======== EXERCISE INPUT ========

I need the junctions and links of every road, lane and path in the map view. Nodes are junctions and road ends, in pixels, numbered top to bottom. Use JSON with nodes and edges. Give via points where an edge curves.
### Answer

========
======== EXERCISE INPUT ========

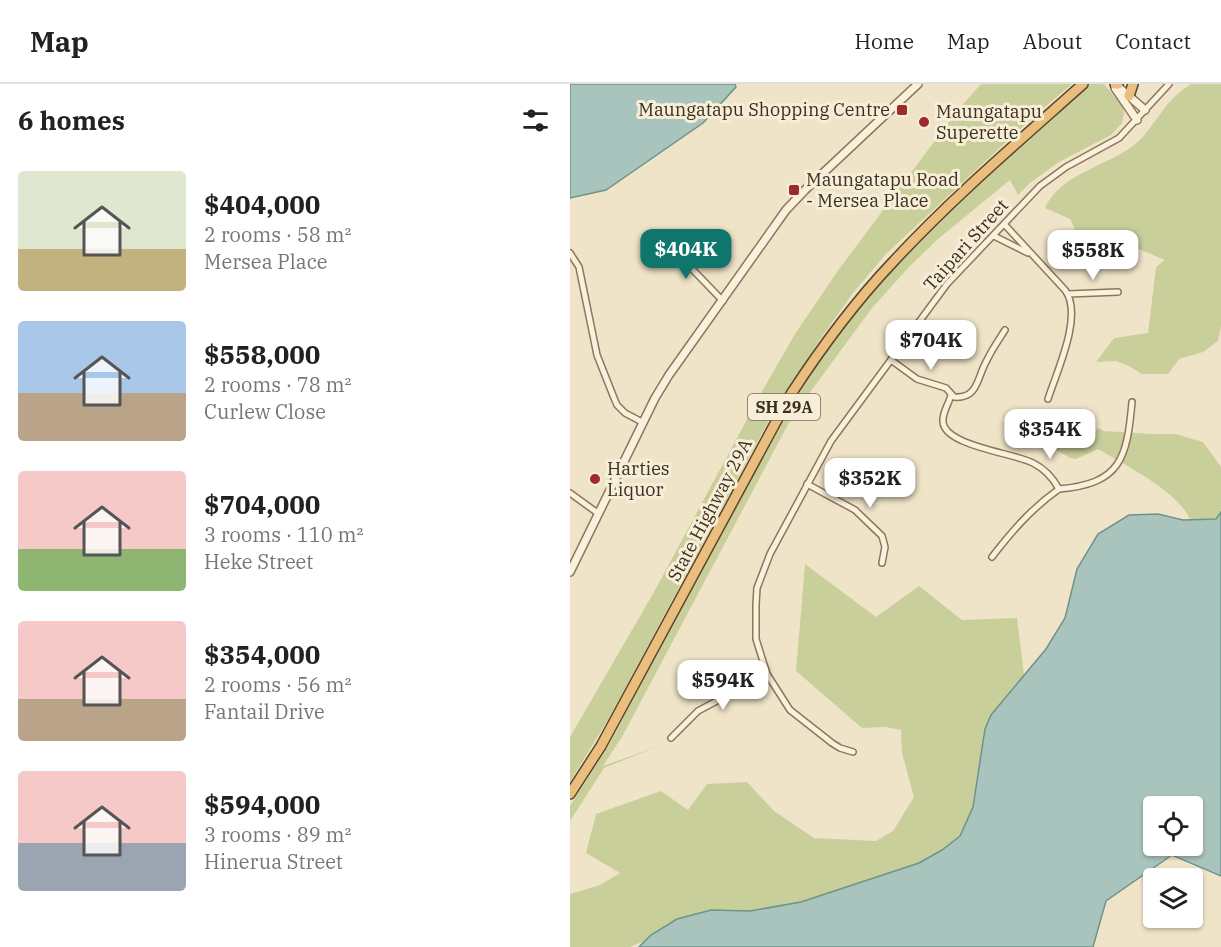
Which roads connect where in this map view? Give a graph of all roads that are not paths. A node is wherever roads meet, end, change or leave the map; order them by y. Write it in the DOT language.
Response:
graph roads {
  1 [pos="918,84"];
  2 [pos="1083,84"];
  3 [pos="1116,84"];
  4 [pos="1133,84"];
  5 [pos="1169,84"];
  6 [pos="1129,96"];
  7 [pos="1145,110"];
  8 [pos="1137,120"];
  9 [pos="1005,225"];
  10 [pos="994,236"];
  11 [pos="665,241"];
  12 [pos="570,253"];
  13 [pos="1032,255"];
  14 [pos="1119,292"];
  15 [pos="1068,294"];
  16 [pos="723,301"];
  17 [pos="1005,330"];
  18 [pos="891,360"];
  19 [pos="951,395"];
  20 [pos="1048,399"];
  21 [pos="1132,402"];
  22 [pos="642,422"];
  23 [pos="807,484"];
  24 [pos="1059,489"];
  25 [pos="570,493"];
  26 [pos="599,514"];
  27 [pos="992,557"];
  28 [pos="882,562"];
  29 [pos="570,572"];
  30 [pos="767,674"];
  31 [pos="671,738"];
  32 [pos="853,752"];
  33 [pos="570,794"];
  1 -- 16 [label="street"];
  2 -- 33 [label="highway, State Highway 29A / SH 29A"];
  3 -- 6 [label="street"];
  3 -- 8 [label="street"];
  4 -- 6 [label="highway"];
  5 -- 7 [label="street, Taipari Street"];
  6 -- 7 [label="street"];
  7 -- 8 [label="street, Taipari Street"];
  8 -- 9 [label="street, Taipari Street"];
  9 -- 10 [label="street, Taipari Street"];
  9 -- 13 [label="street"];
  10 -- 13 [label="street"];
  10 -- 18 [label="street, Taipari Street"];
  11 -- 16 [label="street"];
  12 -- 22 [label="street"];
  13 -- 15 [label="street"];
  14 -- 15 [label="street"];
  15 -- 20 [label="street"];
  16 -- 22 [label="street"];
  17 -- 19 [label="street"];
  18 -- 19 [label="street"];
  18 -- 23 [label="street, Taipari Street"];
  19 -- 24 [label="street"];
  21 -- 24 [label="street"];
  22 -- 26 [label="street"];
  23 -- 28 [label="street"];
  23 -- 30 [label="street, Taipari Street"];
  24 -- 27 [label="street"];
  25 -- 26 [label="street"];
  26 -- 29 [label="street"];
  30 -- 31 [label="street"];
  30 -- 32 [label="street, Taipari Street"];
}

========

▶ WORK ITEM
If a line in the data above contains the string "Give", count it; then state only the total.

▶ ANSWER BOX
2